Our study explored delayed-onset COVID-19 vaccine adverse events in a large geographically and ethnically diverse sample of patients with a wide range of SAIDs, including large numbers of rare rheumatic diseases, as well as healthy controls, which gives generalizability and reliability to our study. We had a high rate of questionnaire completion and coupled with the patient self-reported anonymized nature of the survey, this offers a unique reflection of the unbiased patient voice.

However, owing to the patient self-reported design, our study had the limitations of recall and reporting bias, convenience sampling, and the plausible underrepresentation of low-income patients without internet access and the severely disabled.
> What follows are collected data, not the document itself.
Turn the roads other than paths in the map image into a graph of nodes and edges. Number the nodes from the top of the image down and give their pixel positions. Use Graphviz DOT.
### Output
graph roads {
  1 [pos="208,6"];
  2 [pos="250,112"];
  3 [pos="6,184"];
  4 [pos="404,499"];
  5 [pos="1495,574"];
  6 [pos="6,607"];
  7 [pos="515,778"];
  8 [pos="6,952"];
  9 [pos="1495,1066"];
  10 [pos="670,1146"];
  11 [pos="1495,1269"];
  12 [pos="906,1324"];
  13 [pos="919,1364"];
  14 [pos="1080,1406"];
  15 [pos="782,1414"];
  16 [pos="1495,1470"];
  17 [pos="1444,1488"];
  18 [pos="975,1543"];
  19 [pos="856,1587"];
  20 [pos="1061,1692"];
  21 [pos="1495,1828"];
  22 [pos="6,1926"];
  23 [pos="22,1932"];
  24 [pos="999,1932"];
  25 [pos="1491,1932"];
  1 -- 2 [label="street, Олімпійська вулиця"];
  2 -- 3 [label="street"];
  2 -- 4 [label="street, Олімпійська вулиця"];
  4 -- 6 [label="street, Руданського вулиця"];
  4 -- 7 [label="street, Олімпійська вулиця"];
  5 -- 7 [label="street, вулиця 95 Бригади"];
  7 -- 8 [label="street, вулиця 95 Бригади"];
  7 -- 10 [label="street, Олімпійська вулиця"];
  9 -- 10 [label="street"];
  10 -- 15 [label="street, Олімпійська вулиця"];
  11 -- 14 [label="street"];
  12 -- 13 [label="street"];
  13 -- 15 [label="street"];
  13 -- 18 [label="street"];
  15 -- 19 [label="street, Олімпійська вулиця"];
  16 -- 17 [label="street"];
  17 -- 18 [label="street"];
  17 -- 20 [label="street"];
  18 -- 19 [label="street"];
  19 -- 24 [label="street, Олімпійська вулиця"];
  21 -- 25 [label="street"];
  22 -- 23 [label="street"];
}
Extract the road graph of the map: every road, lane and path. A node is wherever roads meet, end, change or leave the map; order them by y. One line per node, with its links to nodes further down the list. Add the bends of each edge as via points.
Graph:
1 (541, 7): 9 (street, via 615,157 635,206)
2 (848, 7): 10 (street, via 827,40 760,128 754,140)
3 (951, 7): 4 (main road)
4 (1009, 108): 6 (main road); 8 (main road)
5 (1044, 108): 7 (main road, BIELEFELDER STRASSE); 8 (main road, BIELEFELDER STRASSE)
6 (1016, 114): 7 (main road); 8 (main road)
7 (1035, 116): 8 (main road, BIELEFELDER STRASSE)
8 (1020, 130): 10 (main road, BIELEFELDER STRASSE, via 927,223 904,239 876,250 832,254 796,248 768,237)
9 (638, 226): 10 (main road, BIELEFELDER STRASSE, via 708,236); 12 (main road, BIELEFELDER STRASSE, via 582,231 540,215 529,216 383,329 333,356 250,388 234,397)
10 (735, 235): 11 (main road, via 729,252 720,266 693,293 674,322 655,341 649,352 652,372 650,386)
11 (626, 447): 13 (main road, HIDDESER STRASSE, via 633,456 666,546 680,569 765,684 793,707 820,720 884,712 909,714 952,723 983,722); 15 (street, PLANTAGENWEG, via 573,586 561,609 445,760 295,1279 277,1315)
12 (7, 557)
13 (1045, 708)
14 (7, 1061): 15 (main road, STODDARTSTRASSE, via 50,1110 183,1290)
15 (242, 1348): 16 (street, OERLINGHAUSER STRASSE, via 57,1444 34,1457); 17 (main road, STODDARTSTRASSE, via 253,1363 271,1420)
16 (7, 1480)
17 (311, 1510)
Additionally, individuals of African American or African origin and Native American/Indigenous/Pacific Islander ethnicity are under-represented in the cohort.

Nevertheless, our study provides valuable insights into long-term ADEs of COVID-19 vaccination in the vulnerable patient group of IIMs, which is understudied in the current literature, and supports that the benefits of vaccination in reducing severe COVID-19 outcomes in these patients outweigh the risk of potential AEs.

Conclusion

Vaccination appeared to be reassuringly safe in patients with IIMs in the long term, with most delayed-onset AEs minor, comparable to other SAIDs, and limited to those with co-existent autoimmune diseases and active disease. These observations may be useful in informing guidelines to identify subgroups that warrant close monitoring post-vaccination in anticipation of AEs, while mitigating hesitancy and improving vaccination rates.